### Task brief:
Write every record below out exactly; no images.

(Stored entries)
[Start of Attachment]

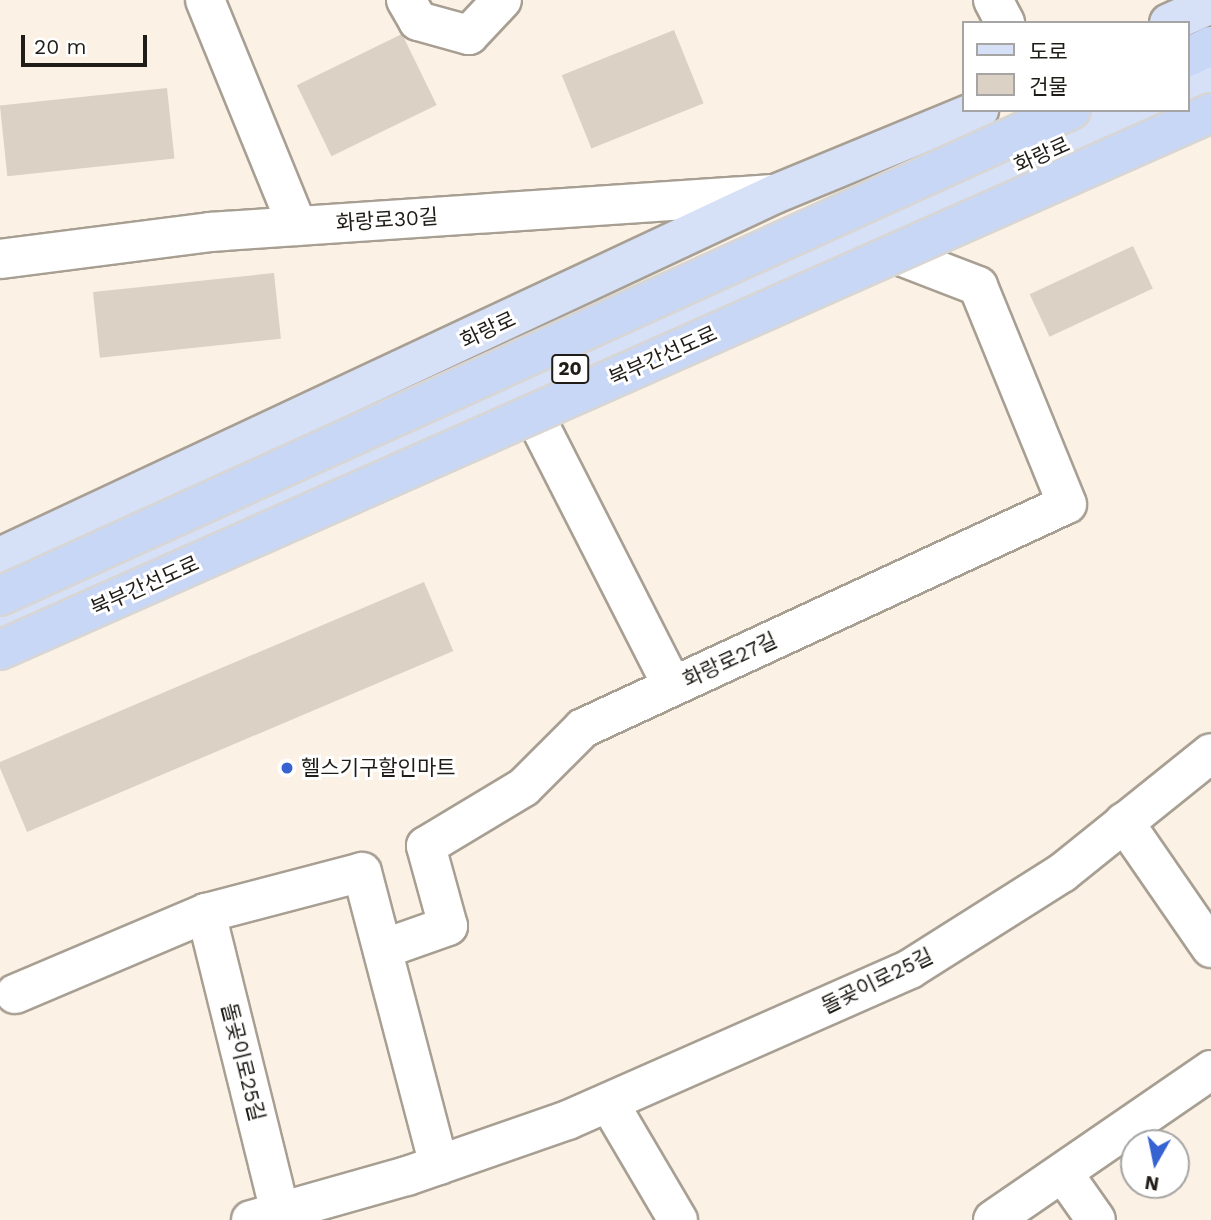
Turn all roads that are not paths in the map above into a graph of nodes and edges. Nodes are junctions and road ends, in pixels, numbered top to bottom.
1 (406, 0) edge
2 (502, 0) edge
3 (993, 0) edge
4 (209, 1) edge
5 (1211, 4) edge
6 (1004, 21) edge
7 (1173, 21) edge
8 (1211, 46) edge
9 (1190, 56) edge
10 (1211, 78) edge
11 (1190, 88) edge
12 (974, 112) edge
13 (1067, 112) edge
14 (1137, 112) edge
15 (1211, 113) edge
16 (775, 194) junction
17 (297, 226) junction
18 (857, 239) junction
19 (0, 259) edge
20 (522, 391) junction
21 (0, 557) edge
22 (0, 596) edge
23 (0, 628) edge
24 (0, 650) edge
25 (672, 686) junction
26 (1211, 753) edge
27 (1124, 822) junction
28 (206, 913) junction
29 (1211, 948) edge
30 (383, 949) junction
31 (15, 994) dead end
32 (1211, 1070) edge
33 (609, 1103) junction
34 (439, 1165) junction
35 (1063, 1172) junction
36 (337, 1209) edge
37 (265, 1216) edge
38 (678, 1220) edge
39 (993, 1220) edge
40 (1096, 1220) edge

1 - 2 street
3 - 6 street
4 - 17 street
5 - 7 main road
8 - 9 highway
10 - 11 main road
12 - 16 main road, 화랑로
13 - 22 highway, bridge
14 - 18 main road, 화랑로 / 20
15 - 24 highway, 북부간선도로, bridge
16 - 17 street, 화랑로30길
16 - 21 main road, 화랑로
17 - 19 street, 화랑로30길
18 - 20 main road, 화랑로 / 20
18 - 25 street, 화랑로27길
20 - 23 main road, 화랑로 / 20
20 - 25 street
25 - 30 street, 화랑로27길
26 - 27 street, 돌곶이로25길
27 - 29 street
27 - 33 street, 돌곶이로25길
28 - 30 street
28 - 31 street
28 - 37 street, 돌곶이로25길
30 - 34 street
32 - 35 street
33 - 34 street, 돌곶이로25길
33 - 38 street
34 - 36 street, 돌곶이로25길
35 - 39 street
35 - 40 street
36 - 37 street, 돌곶이로25길

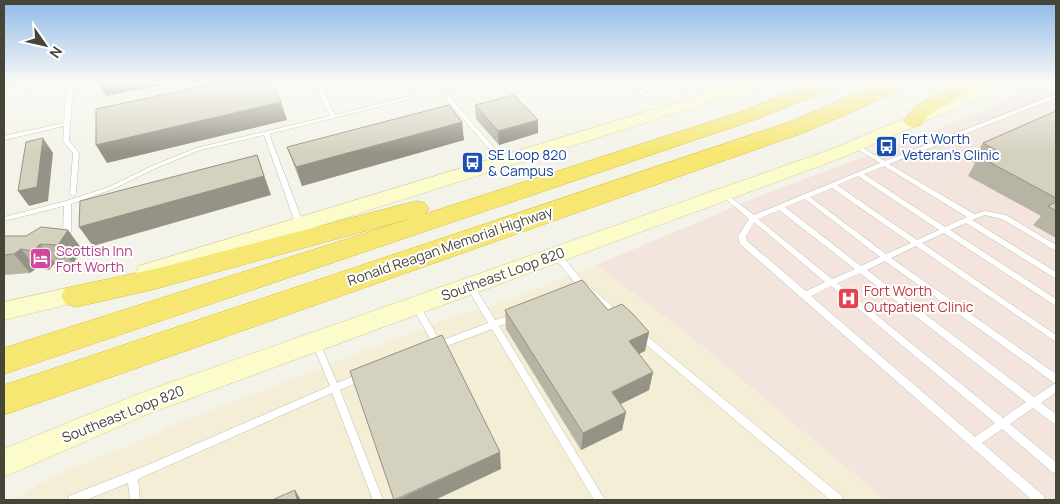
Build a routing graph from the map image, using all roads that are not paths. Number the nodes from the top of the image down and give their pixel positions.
1 (68, 107) edge
2 (328, 107) edge
3 (376, 107) edge
4 (455, 107) edge
5 (681, 107) edge
6 (770, 107) edge
7 (844, 107) edge
8 (929, 107) edge
9 (947, 107) edge
10 (1030, 107) edge
11 (333, 117) junction
12 (914, 121) junction
13 (66, 124) junction
14 (266, 133) junction
15 (4, 138) edge
16 (856, 146) junction
17 (505, 162) junction
18 (885, 164) junction
19 (858, 174) junction
20 (571, 176) junction
21 (832, 185) junction
22 (73, 194) dead end
23 (723, 194) junction
24 (806, 196) junction
25 (68, 203) junction
26 (780, 207) junction
27 (753, 218) junction
28 (4, 219) edge
29 (970, 219) junction
30 (300, 225) junction
31 (944, 231) junction
32 (56, 242) edge
33 (918, 243) junction
34 (1056, 248) edge
35 (557, 255) junction
36 (886, 258) junction
37 (862, 269) junction
38 (1056, 276) edge
39 (833, 282) junction
40 (470, 286) junction
41 (805, 295) junction
42 (76, 296) junction
43 (1056, 303) edge
44 (416, 306) junction
45 (4, 311) edge
46 (521, 314) edge
47 (494, 325) junction
48 (1056, 339) edge
49 (316, 342) junction
50 (4, 361) edge
51 (369, 374) edge
52 (1056, 379) edge
53 (1056, 387) edge
54 (335, 388) junction
55 (4, 400) edge
56 (1033, 402) junction
57 (1056, 420) edge
58 (1002, 424) junction
59 (974, 443) junction
60 (4, 463) edge
61 (1056, 468) edge
62 (133, 476) junction
63 (73, 500) edge
64 (135, 500) edge
65 (378, 500) edge
66 (600, 500) edge
67 (838, 500) edge
68 (1040, 500) edge

1 - 13 lane
2 - 11 lane
3 - 11 lane
4 - 17 lane
5 - 17 main road
6 - 20 highway, Ronald Reagan Memorial Highway
7 - 55 highway, Ronald Reagan Memorial Highway
8 - 12 highway
9 - 12 main road, Southeast Loop 820
10 - 18 lane
11 - 14 lane
12 - 16 main road, Southeast Loop 820
13 - 15 lane
13 - 22 lane
14 - 25 lane
14 - 30 lane
16 - 18 lane
16 - 23 main road, Southeast Loop 820
17 - 30 main road
18 - 19 lane
18 - 29 lane
19 - 21 lane
19 - 31 lane
20 - 42 highway
20 - 50 highway, Ronald Reagan Memorial Highway
21 - 24 lane
21 - 33 lane
23 - 27 lane
23 - 35 main road, Southeast Loop 820
24 - 26 lane
24 - 36 lane
25 - 28 lane
25 - 32 lane
26 - 27 lane
26 - 37 lane
27 - 39 lane
27 - 41 lane
29 - 31 lane
29 - 34 lane
29 - 38 lane
30 - 42 main road
31 - 33 lane
31 - 43 lane
33 - 36 lane
33 - 48 lane
35 - 40 main road, Southeast Loop 820
35 - 67 lane
36 - 37 lane
36 - 52 lane
37 - 39 lane
37 - 56 lane
39 - 41 lane
39 - 58 lane
40 - 44 main road, Southeast Loop 820
40 - 47 lane
41 - 59 lane
42 - 45 main road
44 - 47 lane
44 - 49 main road, Southeast Loop 820
46 - 47 lane
47 - 66 lane
49 - 54 lane
49 - 60 main road, Southeast Loop 820
51 - 54 lane
53 - 56 lane
54 - 62 lane
54 - 65 lane
56 - 57 lane
56 - 58 lane
58 - 59 lane
58 - 61 lane
59 - 68 lane
62 - 63 lane
62 - 64 lane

[End of Attachment]

### Solution below:
Turn all roads that are not paths in the map above into a graph of nodes and edges. Nodes are junctions and road ends, in pixels, numbered top to bottom.
1 (406, 0) edge
2 (502, 0) edge
3 (993, 0) edge
4 (209, 1) edge
5 (1211, 4) edge
6 (1004, 21) edge
7 (1173, 21) edge
8 (1211, 46) edge
9 (1190, 56) edge
10 (1211, 78) edge
11 (1190, 88) edge
12 (974, 112) edge
13 (1067, 112) edge
14 (1137, 112) edge
15 (1211, 113) edge
16 (775, 194) junction
17 (297, 226) junction
18 (857, 239) junction
19 (0, 259) edge
20 (522, 391) junction
21 (0, 557) edge
22 (0, 596) edge
23 (0, 628) edge
24 (0, 650) edge
25 (672, 686) junction
26 (1211, 753) edge
27 (1124, 822) junction
28 (206, 913) junction
29 (1211, 948) edge
30 (383, 949) junction
31 (15, 994) dead end
32 (1211, 1070) edge
33 (609, 1103) junction
34 (439, 1165) junction
35 (1063, 1172) junction
36 (337, 1209) edge
37 (265, 1216) edge
38 (678, 1220) edge
39 (993, 1220) edge
40 (1096, 1220) edge

1 - 2 street
3 - 6 street
4 - 17 street
5 - 7 main road
8 - 9 highway
10 - 11 main road
12 - 16 main road, 화랑로
13 - 22 highway, bridge
14 - 18 main road, 화랑로 / 20
15 - 24 highway, 북부간선도로, bridge
16 - 17 street, 화랑로30길
16 - 21 main road, 화랑로
17 - 19 street, 화랑로30길
18 - 20 main road, 화랑로 / 20
18 - 25 street, 화랑로27길
20 - 23 main road, 화랑로 / 20
20 - 25 street
25 - 30 street, 화랑로27길
26 - 27 street, 돌곶이로25길
27 - 29 street
27 - 33 street, 돌곶이로25길
28 - 30 street
28 - 31 street
28 - 37 street, 돌곶이로25길
30 - 34 street
32 - 35 street
33 - 34 street, 돌곶이로25길
33 - 38 street
34 - 36 street, 돌곶이로25길
35 - 39 street
35 - 40 street
36 - 37 street, 돌곶이로25길

Build a routing graph from the map image, using all roads that are not paths. Number the nodes from the top of the image down and give their pixel positions.
1 (68, 107) edge
2 (328, 107) edge
3 (376, 107) edge
4 (455, 107) edge
5 (681, 107) edge
6 (770, 107) edge
7 (844, 107) edge
8 (929, 107) edge
9 (947, 107) edge
10 (1030, 107) edge
11 (333, 117) junction
12 (914, 121) junction
13 (66, 124) junction
14 (266, 133) junction
15 (4, 138) edge
16 (856, 146) junction
17 (505, 162) junction
18 (885, 164) junction
19 (858, 174) junction
20 (571, 176) junction
21 (832, 185) junction
22 (73, 194) dead end
23 (723, 194) junction
24 (806, 196) junction
25 (68, 203) junction
26 (780, 207) junction
27 (753, 218) junction
28 (4, 219) edge
29 (970, 219) junction
30 (300, 225) junction
31 (944, 231) junction
32 (56, 242) edge
33 (918, 243) junction
34 (1056, 248) edge
35 (557, 255) junction
36 (886, 258) junction
37 (862, 269) junction
38 (1056, 276) edge
39 (833, 282) junction
40 (470, 286) junction
41 (805, 295) junction
42 (76, 296) junction
43 (1056, 303) edge
44 (416, 306) junction
45 (4, 311) edge
46 (521, 314) edge
47 (494, 325) junction
48 (1056, 339) edge
49 (316, 342) junction
50 (4, 361) edge
51 (369, 374) edge
52 (1056, 379) edge
53 (1056, 387) edge
54 (335, 388) junction
55 (4, 400) edge
56 (1033, 402) junction
57 (1056, 420) edge
58 (1002, 424) junction
59 (974, 443) junction
60 (4, 463) edge
61 (1056, 468) edge
62 (133, 476) junction
63 (73, 500) edge
64 (135, 500) edge
65 (378, 500) edge
66 (600, 500) edge
67 (838, 500) edge
68 (1040, 500) edge

1 - 13 lane
2 - 11 lane
3 - 11 lane
4 - 17 lane
5 - 17 main road
6 - 20 highway, Ronald Reagan Memorial Highway
7 - 55 highway, Ronald Reagan Memorial Highway
8 - 12 highway
9 - 12 main road, Southeast Loop 820
10 - 18 lane
11 - 14 lane
12 - 16 main road, Southeast Loop 820
13 - 15 lane
13 - 22 lane
14 - 25 lane
14 - 30 lane
16 - 18 lane
16 - 23 main road, Southeast Loop 820
17 - 30 main road
18 - 19 lane
18 - 29 lane
19 - 21 lane
19 - 31 lane
20 - 42 highway
20 - 50 highway, Ronald Reagan Memorial Highway
21 - 24 lane
21 - 33 lane
23 - 27 lane
23 - 35 main road, Southeast Loop 820
24 - 26 lane
24 - 36 lane
25 - 28 lane
25 - 32 lane
26 - 27 lane
26 - 37 lane
27 - 39 lane
27 - 41 lane
29 - 31 lane
29 - 34 lane
29 - 38 lane
30 - 42 main road
31 - 33 lane
31 - 43 lane
33 - 36 lane
33 - 48 lane
35 - 40 main road, Southeast Loop 820
35 - 67 lane
36 - 37 lane
36 - 52 lane
37 - 39 lane
37 - 56 lane
39 - 41 lane
39 - 58 lane
40 - 44 main road, Southeast Loop 820
40 - 47 lane
41 - 59 lane
42 - 45 main road
44 - 47 lane
44 - 49 main road, Southeast Loop 820
46 - 47 lane
47 - 66 lane
49 - 54 lane
49 - 60 main road, Southeast Loop 820
51 - 54 lane
53 - 56 lane
54 - 62 lane
54 - 65 lane
56 - 57 lane
56 - 58 lane
58 - 59 lane
58 - 61 lane
59 - 68 lane
62 - 63 lane
62 - 64 lane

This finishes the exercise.